(Collected data entries)
=-=-=

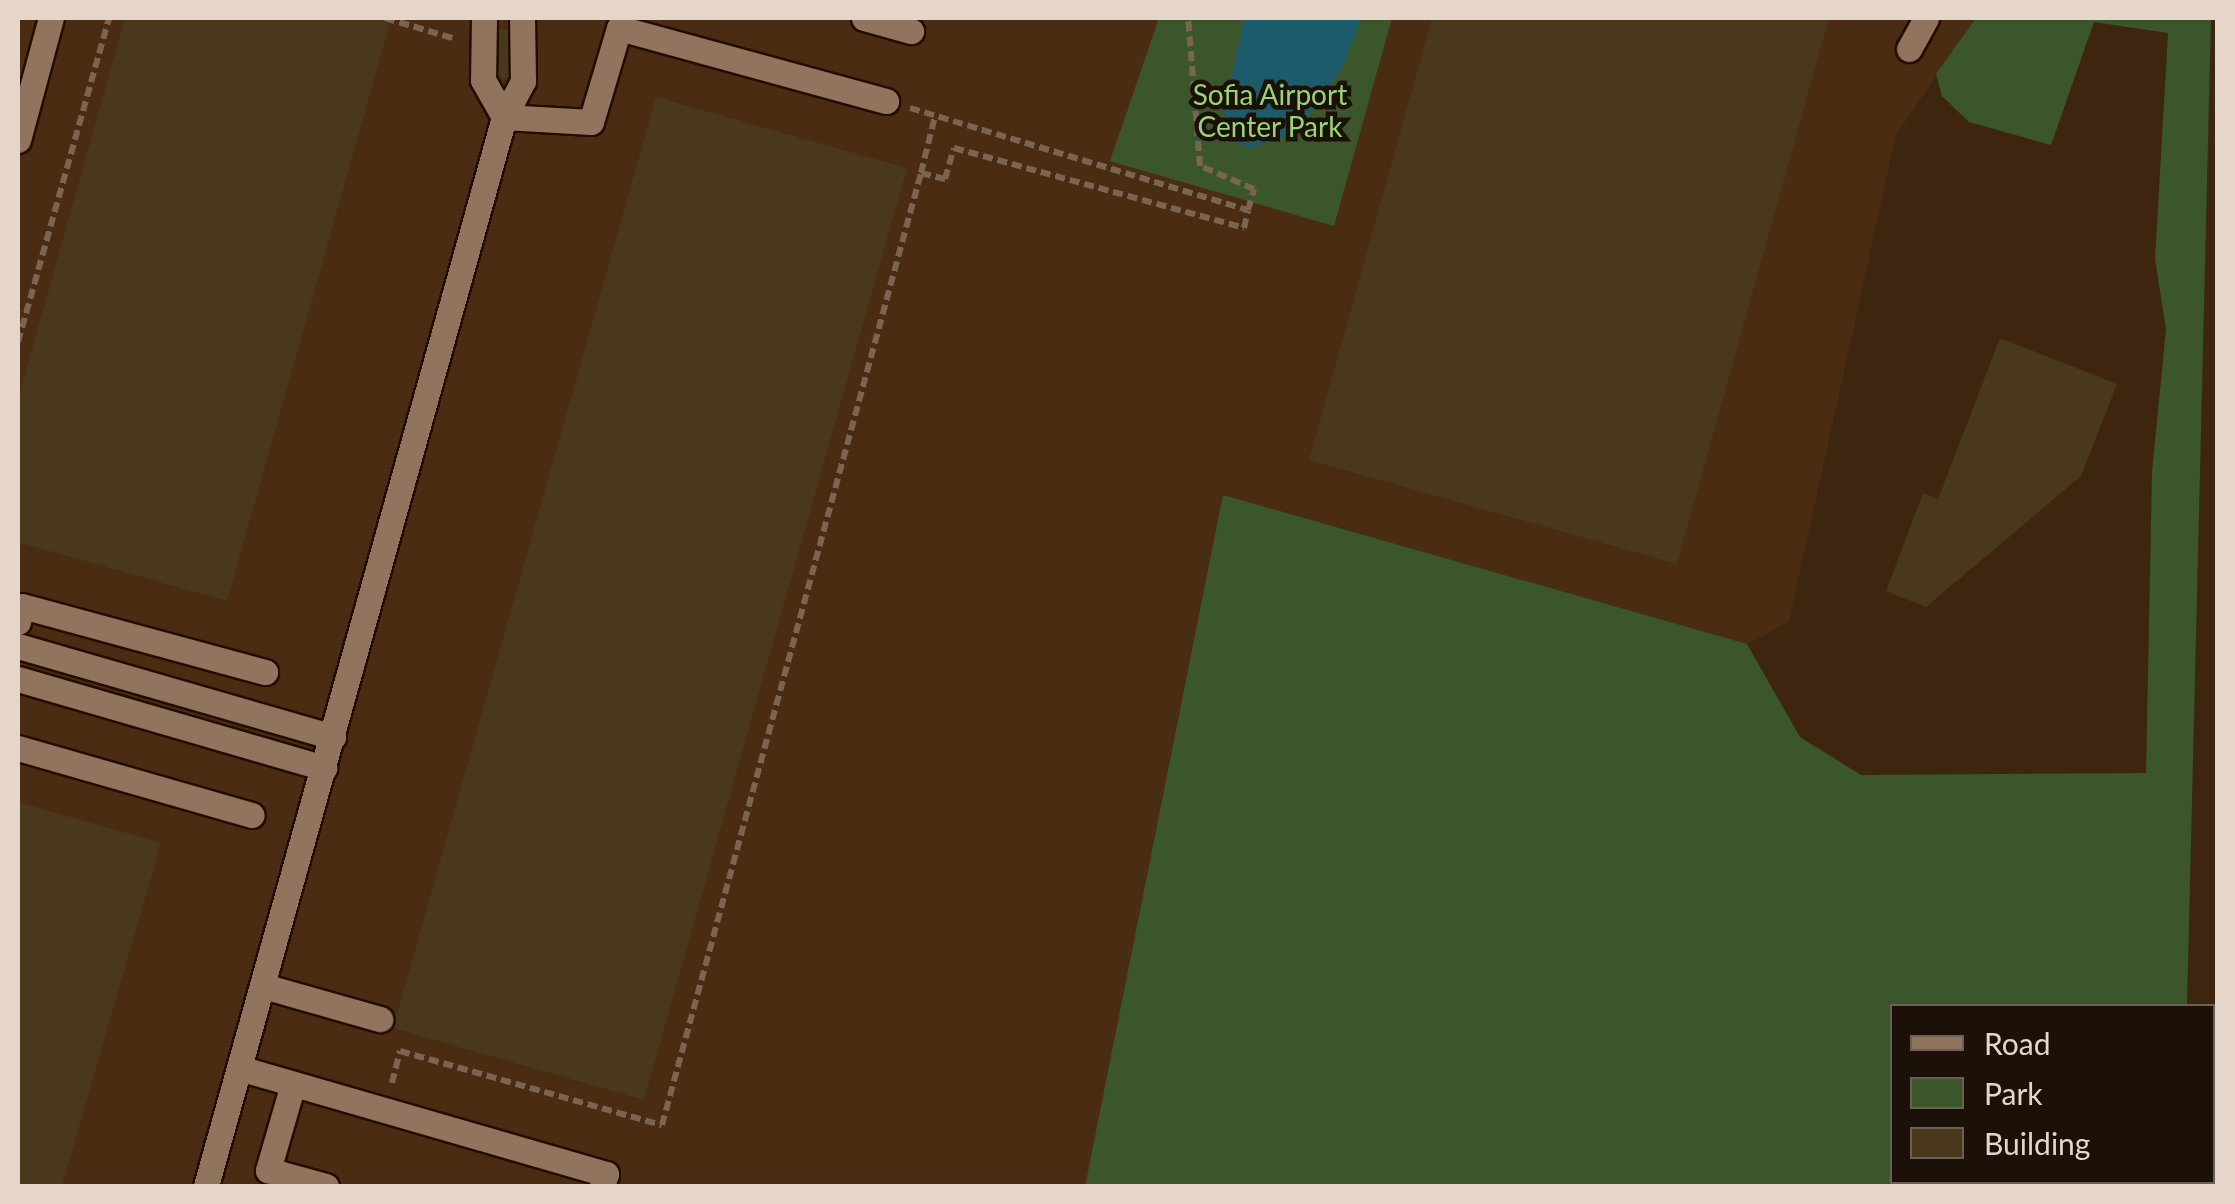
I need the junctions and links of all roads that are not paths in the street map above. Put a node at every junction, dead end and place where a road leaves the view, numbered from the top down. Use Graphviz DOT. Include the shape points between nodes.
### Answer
graph roads {
  1 [pos="51,18"];
  2 [pos="484,18"];
  3 [pos="522,18"];
  4 [pos="864,18"];
  5 [pos="1926,18"];
  6 [pos="911,31"];
  7 [pos="1909,49"];
  8 [pos="886,101"];
  9 [pos="504,117"];
  10 [pos="18,140"];
  11 [pos="19,611"];
  12 [pos="18,646"];
  13 [pos="265,672"];
  14 [pos="18,679"];
  15 [pos="333,736"];
  16 [pos="18,748"];
  17 [pos="324,768"];
  18 [pos="252,815"];
  19 [pos="263,986"];
  20 [pos="380,1019"];
  21 [pos="239,1068"];
  22 [pos="293,1084"];
  23 [pos="206,1186"];
  24 [pos="326,1186"];
  25 [pos="602,1186"];
  1 -- 10 [label="lane"];
  2 -- 9 [label="lane" via="483,80"];
  3 -- 9 [label="lane" via="522,80"];
  4 -- 6 [label="lane"];
  5 -- 7 [label="lane"];
  8 -- 9 [label="lane" via="619,28 591,122"];
  9 -- 15 [label="lane"];
  11 -- 13 [label="lane"];
  12 -- 15 [label="lane"];
  14 -- 17 [label="lane"];
  15 -- 17 [label="lane"];
  16 -- 18 [label="lane"];
  17 -- 19 [label="lane"];
  19 -- 20 [label="lane"];
  19 -- 21 [label="lane"];
  21 -- 22 [label="lane"];
  21 -- 23 [label="lane"];
  22 -- 24 [label="lane" via="268,1170"];
  22 -- 25 [label="lane" via="606,1174"];
}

=-=-=

▶ **PROMPT**: Your task is to retype all the entries exactly and leave out any pictures.

▶ **WRITTEN SOLUTION**:
I need the junctions and links of all roads that are not paths in the street map above. Put a node at every junction, dead end and place where a road leaves the view, numbered from the top down. Use Graphviz DOT. Include the shape points between nodes.
### Answer
graph roads {
  1 [pos="51,18"];
  2 [pos="484,18"];
  3 [pos="522,18"];
  4 [pos="864,18"];
  5 [pos="1926,18"];
  6 [pos="911,31"];
  7 [pos="1909,49"];
  8 [pos="886,101"];
  9 [pos="504,117"];
  10 [pos="18,140"];
  11 [pos="19,611"];
  12 [pos="18,646"];
  13 [pos="265,672"];
  14 [pos="18,679"];
  15 [pos="333,736"];
  16 [pos="18,748"];
  17 [pos="324,768"];
  18 [pos="252,815"];
  19 [pos="263,986"];
  20 [pos="380,1019"];
  21 [pos="239,1068"];
  22 [pos="293,1084"];
  23 [pos="206,1186"];
  24 [pos="326,1186"];
  25 [pos="602,1186"];
  1 -- 10 [label="lane"];
  2 -- 9 [label="lane" via="483,80"];
  3 -- 9 [label="lane" via="522,80"];
  4 -- 6 [label="lane"];
  5 -- 7 [label="lane"];
  8 -- 9 [label="lane" via="619,28 591,122"];
  9 -- 15 [label="lane"];
  11 -- 13 [label="lane"];
  12 -- 15 [label="lane"];
  14 -- 17 [label="lane"];
  15 -- 17 [label="lane"];
  16 -- 18 [label="lane"];
  17 -- 19 [label="lane"];
  19 -- 20 [label="lane"];
  19 -- 21 [label="lane"];
  21 -- 22 [label="lane"];
  21 -- 23 [label="lane"];
  22 -- 24 [label="lane" via="268,1170"];
  22 -- 25 [label="lane" via="606,1174"];
}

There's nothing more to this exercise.